To attempt to find out, researchers from the Mailman School of Public Health traveled in the past year to remote villages in Mozambique, tracking down former child soldiers, including some who participated in government re-education programs, to see how they turned out and if the re-education programs did any good.

Despite initial fears that they may encounter monsters and terrorists, the researchers are finding that these soldiers, now in their mid- to late-20s, have been able to slip back into normal life.

"I'm relatively amazed at their ability to move on," says the project's director, Dr. Neil Boothby, associate professor in the Heilbrunn Department of Population and Family Health in the Mailman School. "They have signs of post-traumatic stress disorders, and there are moments when the young men go back in the past and relive these events in their minds. But despite this, the vast majority are good parents, their kids get more schooling than the norm, and they're well thought of by their neighbors."

The key to this success, it seems, is acceptance of the former child soldiers by the community. And in the case of Mozambique, gaining that acceptance turned out to be easier than initially believed.

In 1988 the Mozambican government, with the help of Save the Children, set up a rehabilitation center for 40 child soldiers but warned the group that the children could never be sent home because no one would want them. "But in talking to the communities, we found the opposite," says Dr. Boothby, who works for Save the Children and helped direct the Mozambique efforts. "The community said, ‘They are our sons, of course we want them back.'"

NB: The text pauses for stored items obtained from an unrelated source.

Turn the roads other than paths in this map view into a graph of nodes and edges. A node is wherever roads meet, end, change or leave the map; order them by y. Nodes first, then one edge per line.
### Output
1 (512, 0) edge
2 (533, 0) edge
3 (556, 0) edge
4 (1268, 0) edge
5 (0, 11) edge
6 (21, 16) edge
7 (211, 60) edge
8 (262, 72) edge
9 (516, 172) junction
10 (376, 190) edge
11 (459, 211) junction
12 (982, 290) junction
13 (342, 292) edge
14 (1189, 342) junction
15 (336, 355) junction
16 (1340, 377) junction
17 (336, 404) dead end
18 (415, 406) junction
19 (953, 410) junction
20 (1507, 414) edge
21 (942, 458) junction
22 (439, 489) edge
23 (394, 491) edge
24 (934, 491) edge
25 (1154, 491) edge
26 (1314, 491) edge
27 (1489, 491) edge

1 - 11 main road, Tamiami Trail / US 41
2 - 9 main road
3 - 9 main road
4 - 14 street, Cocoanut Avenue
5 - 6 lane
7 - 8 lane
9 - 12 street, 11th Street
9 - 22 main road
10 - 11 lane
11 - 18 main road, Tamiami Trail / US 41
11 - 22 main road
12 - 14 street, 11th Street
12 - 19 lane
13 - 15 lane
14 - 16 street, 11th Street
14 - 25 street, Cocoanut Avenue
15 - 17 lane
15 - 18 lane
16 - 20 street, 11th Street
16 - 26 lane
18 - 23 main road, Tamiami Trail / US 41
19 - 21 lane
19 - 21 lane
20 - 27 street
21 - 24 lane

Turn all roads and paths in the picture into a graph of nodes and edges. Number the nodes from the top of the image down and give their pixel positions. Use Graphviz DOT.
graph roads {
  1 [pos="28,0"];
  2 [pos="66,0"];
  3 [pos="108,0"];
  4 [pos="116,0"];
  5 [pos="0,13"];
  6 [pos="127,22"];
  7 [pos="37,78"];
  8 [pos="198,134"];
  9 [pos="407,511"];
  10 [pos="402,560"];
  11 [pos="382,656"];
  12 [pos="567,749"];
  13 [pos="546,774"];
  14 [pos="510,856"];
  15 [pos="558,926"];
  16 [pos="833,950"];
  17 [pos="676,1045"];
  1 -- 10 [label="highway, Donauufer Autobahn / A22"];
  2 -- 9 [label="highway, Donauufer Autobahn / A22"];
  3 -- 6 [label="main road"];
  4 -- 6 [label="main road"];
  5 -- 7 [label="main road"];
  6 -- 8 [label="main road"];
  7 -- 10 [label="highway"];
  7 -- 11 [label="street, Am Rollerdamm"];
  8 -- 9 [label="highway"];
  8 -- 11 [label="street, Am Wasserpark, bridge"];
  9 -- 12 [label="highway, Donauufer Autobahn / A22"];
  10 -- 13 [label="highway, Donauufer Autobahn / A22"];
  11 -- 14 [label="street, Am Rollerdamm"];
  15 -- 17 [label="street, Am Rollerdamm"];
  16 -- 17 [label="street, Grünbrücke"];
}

Before the soldiers from the rehab center were returned, Save the Children traveled to villages in the south to find each soldier's relatives and make sure the community was ready to receive them. Apprenticeships in the village were set up for the children, and workers made sure each child was paired with a godparent to look after him, just as in traditional Mozambican families. Rehab center workers kept tabs on the children until about 1992.

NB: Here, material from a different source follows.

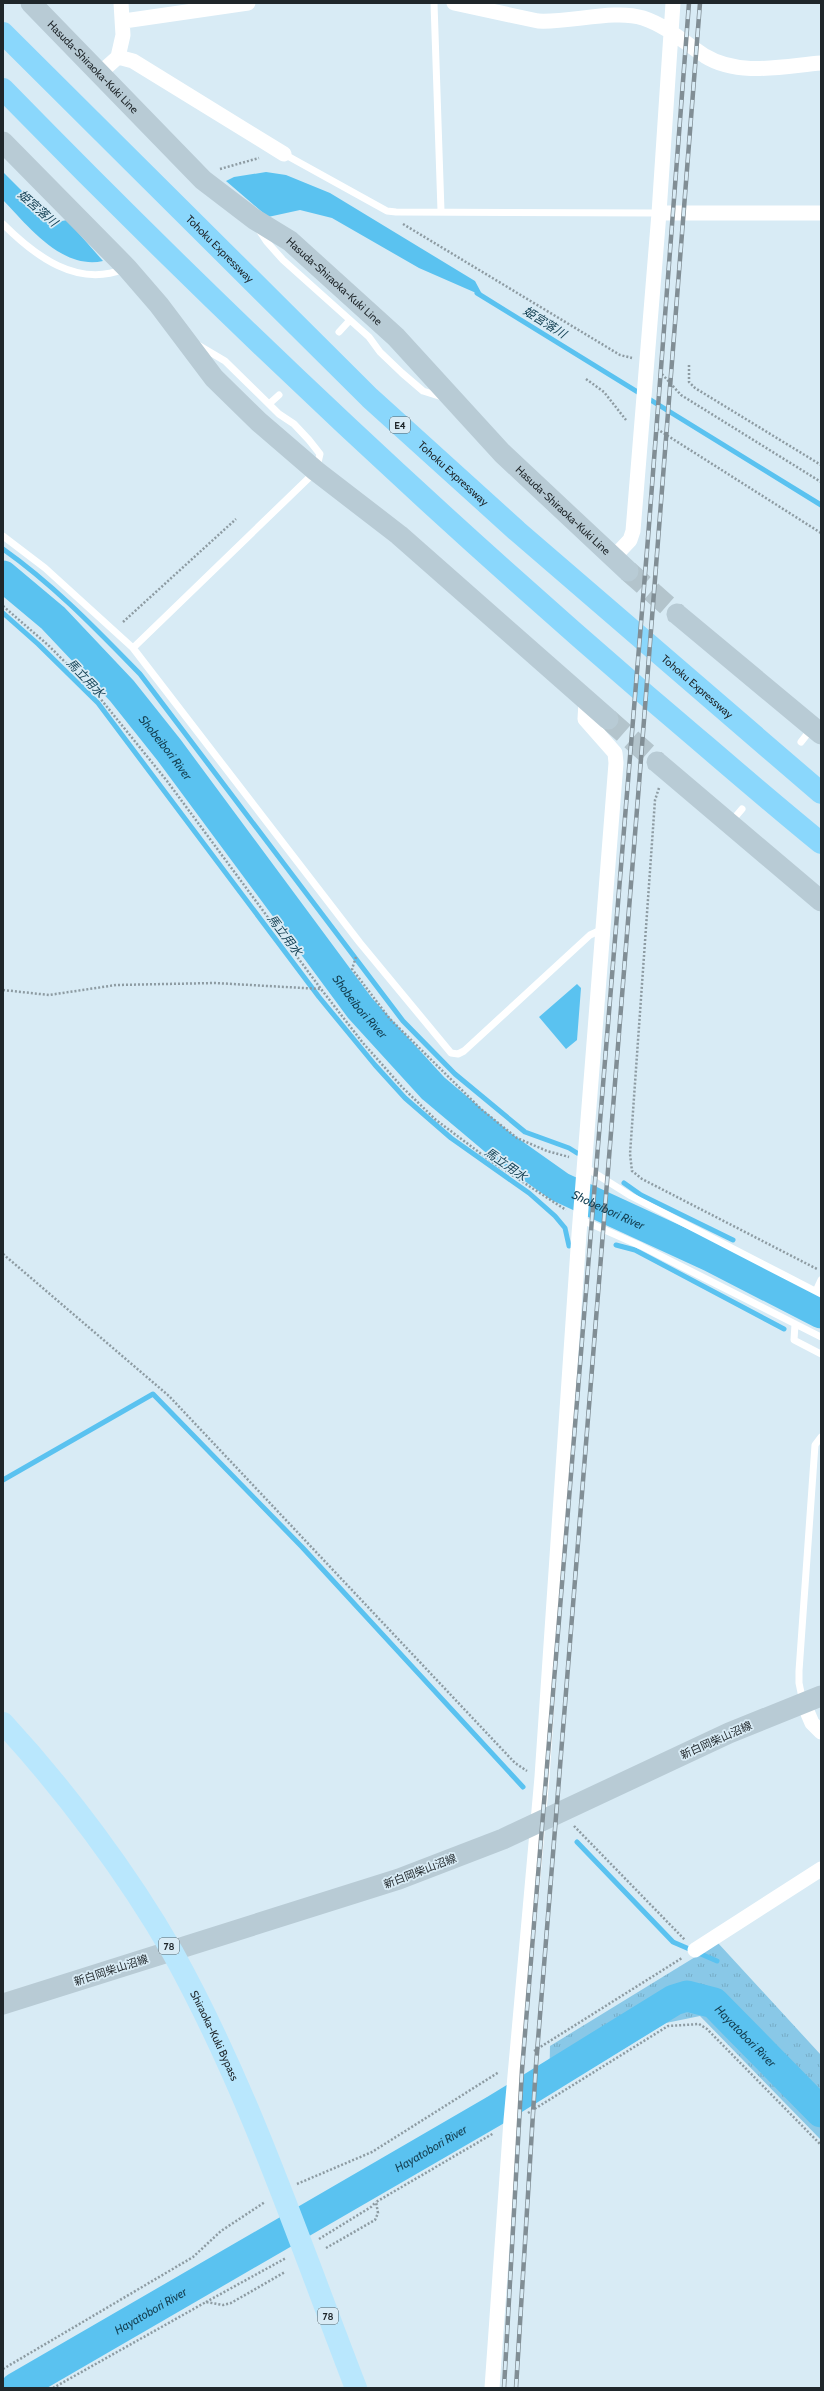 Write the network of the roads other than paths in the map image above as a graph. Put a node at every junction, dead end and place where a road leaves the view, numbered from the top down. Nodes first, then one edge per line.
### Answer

Last summer, Dr. Boothby and Jennifer Crawford, a project coordinator, began returning to these same villages to track down about 80 former child soldiers, half of whom spent time in the Lhanguene Rehabilitation Center in the capital, Maputo, before going back home.

In the villages, the researchers became detectives, showing 15-year-old snapshots of the boys to local farmers and residents until someone pointed them in the right direction. Ms. Crawford and others interviewed the man, his children, and his neighbors after finding the former soldiers.

"What surprises me most is their capacity as caring, loving parents," Ms. Crawford says. "Some of the men played with their children's hair throughout an almost three-hour interview. They say that since they didn't get this type of love and attention as a child, they're determined to provide it for their own children. This was not only apparent in their actions toward their children, but also in their determination to provide a better life for them."

The team even ran into Angelo, now 30, who has become a successful photographer in South Africa. Angelo just happened to be home in Mozambique for the weekend visiting his wife and young daughter.

But not everybody turned out so well. One boy who became a youth leader during his time in Renamo never gave up his old ways and was killed in a clash with local police; another became abusive to those around him.

"The men having more problems, whether they're from the Llangeune group or not, perceive that the community doesn't accept them," Dr. Boothby says. These findings are significant, because they are the only data available on the lives of former child soldiers.

"The world is spending hundreds of millions of dollars reintegrating these kids back into their communities," he says, "and we need to know what works."

Funding for the project was provided by the Psychosocial Working Group from Queen Margaret University College, Edinburgh, and the Oak Foundation, which funds projects addressing issues of global, social and environmental concern.